Remember when I told everyone to deactivate their Facebook accounts? Fuck, that was a wonderful idea. Lemme tell you, that turned out to be one of the best decisions I’ve made since moving to LA.
Toward the end of my days dancing with Zuckerberg’s blue and white monster, my account was a vast collection of exes, one night stands, and random people from my distant past with whom I shared nothing but a hometown or an alma mater. Sure, my inner circle was there too, but I never needed Facebook to keep up with them. In fact, when it came to my actual friends, I only needed to check in occasionally to untag myself from otherwise compromising photos.
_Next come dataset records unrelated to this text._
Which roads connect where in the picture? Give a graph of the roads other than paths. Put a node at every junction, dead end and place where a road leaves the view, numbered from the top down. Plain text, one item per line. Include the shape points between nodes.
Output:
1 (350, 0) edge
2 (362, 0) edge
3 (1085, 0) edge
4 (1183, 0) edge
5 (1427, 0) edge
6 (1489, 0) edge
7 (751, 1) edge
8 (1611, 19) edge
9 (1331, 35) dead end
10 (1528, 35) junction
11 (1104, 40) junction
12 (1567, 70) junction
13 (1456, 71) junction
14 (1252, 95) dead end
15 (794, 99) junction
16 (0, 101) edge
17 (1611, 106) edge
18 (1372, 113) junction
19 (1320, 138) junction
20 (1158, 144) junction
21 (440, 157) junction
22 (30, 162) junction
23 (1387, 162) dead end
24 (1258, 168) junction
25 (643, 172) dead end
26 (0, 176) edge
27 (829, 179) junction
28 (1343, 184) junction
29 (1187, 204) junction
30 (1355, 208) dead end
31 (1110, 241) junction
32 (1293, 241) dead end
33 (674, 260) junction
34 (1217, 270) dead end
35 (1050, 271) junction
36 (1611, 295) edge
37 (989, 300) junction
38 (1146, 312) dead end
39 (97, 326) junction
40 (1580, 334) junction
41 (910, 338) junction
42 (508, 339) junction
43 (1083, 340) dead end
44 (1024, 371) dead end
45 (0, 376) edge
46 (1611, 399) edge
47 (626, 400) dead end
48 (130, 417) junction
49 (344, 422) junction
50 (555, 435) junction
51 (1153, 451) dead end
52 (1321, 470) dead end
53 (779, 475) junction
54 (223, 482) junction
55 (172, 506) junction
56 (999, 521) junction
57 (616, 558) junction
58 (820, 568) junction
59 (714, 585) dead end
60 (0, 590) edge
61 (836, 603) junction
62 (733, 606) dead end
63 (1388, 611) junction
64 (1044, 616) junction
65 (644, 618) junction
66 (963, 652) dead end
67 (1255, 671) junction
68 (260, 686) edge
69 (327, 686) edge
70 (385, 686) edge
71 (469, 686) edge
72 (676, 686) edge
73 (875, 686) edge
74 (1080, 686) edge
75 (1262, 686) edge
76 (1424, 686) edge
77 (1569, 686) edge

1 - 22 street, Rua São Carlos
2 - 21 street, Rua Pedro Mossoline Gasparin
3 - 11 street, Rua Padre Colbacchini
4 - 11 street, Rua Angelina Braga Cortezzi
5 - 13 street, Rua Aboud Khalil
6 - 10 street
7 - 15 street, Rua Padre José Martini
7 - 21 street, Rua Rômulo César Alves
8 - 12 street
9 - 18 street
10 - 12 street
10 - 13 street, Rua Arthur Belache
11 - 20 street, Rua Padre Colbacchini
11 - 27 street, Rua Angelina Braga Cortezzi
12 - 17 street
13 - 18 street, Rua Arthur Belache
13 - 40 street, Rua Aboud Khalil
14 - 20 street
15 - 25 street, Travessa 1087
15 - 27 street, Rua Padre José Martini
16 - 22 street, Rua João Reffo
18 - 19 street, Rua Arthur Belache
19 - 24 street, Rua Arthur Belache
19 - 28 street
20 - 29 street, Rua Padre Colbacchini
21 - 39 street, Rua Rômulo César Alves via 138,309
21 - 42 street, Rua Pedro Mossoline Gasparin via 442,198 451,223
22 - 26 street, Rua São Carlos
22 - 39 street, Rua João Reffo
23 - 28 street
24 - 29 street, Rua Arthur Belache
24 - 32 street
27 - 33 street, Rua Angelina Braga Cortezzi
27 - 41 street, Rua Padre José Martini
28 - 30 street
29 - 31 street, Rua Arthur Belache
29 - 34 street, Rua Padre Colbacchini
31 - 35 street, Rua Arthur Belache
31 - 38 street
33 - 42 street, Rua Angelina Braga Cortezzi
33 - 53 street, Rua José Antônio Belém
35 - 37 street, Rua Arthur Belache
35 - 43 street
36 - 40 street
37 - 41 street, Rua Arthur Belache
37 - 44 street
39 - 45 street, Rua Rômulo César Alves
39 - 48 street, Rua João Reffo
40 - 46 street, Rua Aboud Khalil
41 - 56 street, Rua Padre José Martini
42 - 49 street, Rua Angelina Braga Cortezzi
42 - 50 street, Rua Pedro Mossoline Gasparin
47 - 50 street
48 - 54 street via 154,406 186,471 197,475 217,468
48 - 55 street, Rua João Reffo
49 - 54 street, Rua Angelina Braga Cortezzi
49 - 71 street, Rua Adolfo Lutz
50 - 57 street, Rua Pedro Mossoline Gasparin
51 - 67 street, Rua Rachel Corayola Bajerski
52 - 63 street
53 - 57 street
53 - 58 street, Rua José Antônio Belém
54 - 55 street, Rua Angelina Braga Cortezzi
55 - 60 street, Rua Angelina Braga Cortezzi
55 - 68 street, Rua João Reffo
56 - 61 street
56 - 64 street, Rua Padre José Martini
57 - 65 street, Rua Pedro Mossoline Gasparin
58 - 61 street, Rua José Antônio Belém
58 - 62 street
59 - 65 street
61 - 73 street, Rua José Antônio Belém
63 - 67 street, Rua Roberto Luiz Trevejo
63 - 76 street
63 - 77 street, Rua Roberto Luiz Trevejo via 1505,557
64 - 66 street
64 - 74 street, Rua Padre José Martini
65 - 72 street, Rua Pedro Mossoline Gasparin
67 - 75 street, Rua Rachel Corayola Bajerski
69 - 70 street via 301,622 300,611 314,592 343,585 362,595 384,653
It was all a big chore, really — a gigantic time-suck that required constant scandal pruning once family members and potential employers joined up and started poking around. It’s been a few months now, and I can’t tell you how much better I feel with Facebook out of my life. It is downright fucking glorious to not have a clue what’s going on in the worlds of several hundred people who are not and never were anything close to “friends.”
Right now, I have no idea whether some girl I went to high school with is pregnant again. I have no idea what some random dude I fucked at Coachella did for Mother’s Day. Best of all, I have no idea whether my batshit ex-boyfriend ever made partner at that law firm. I love not knowing.
Trust me, people. Ignorance really is bliss.